[Requirement] Give back all of the records exactly.

(Stored items)
■ ■ ■ ■

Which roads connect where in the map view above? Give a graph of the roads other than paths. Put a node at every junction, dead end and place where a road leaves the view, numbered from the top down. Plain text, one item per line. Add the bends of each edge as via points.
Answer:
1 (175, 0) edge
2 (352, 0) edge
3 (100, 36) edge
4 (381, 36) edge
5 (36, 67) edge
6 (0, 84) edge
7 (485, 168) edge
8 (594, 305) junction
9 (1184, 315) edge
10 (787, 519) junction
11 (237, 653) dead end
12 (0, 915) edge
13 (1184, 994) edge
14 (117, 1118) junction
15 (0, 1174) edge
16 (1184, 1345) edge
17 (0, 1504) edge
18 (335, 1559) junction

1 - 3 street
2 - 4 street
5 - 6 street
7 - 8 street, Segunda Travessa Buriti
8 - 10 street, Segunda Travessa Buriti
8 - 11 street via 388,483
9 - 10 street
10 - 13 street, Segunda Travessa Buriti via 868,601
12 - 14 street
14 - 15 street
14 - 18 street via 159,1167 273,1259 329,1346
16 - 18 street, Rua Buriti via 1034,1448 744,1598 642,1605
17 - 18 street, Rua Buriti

■ ■ ■ ■

[Exercise response]
Which roads connect where in the map view above? Give a graph of the roads other than paths. Put a node at every junction, dead end and place where a road leaves the view, numbered from the top down. Plain text, one item per line. Add the bends of each edge as via points.
Answer:
1 (175, 0) edge
2 (352, 0) edge
3 (100, 36) edge
4 (381, 36) edge
5 (36, 67) edge
6 (0, 84) edge
7 (485, 168) edge
8 (594, 305) junction
9 (1184, 315) edge
10 (787, 519) junction
11 (237, 653) dead end
12 (0, 915) edge
13 (1184, 994) edge
14 (117, 1118) junction
15 (0, 1174) edge
16 (1184, 1345) edge
17 (0, 1504) edge
18 (335, 1559) junction

1 - 3 street
2 - 4 street
5 - 6 street
7 - 8 street, Segunda Travessa Buriti
8 - 10 street, Segunda Travessa Buriti
8 - 11 street via 388,483
9 - 10 street
10 - 13 street, Segunda Travessa Buriti via 868,601
12 - 14 street
14 - 15 street
14 - 18 street via 159,1167 273,1259 329,1346
16 - 18 street, Rua Buriti via 1034,1448 744,1598 642,1605
17 - 18 street, Rua Buriti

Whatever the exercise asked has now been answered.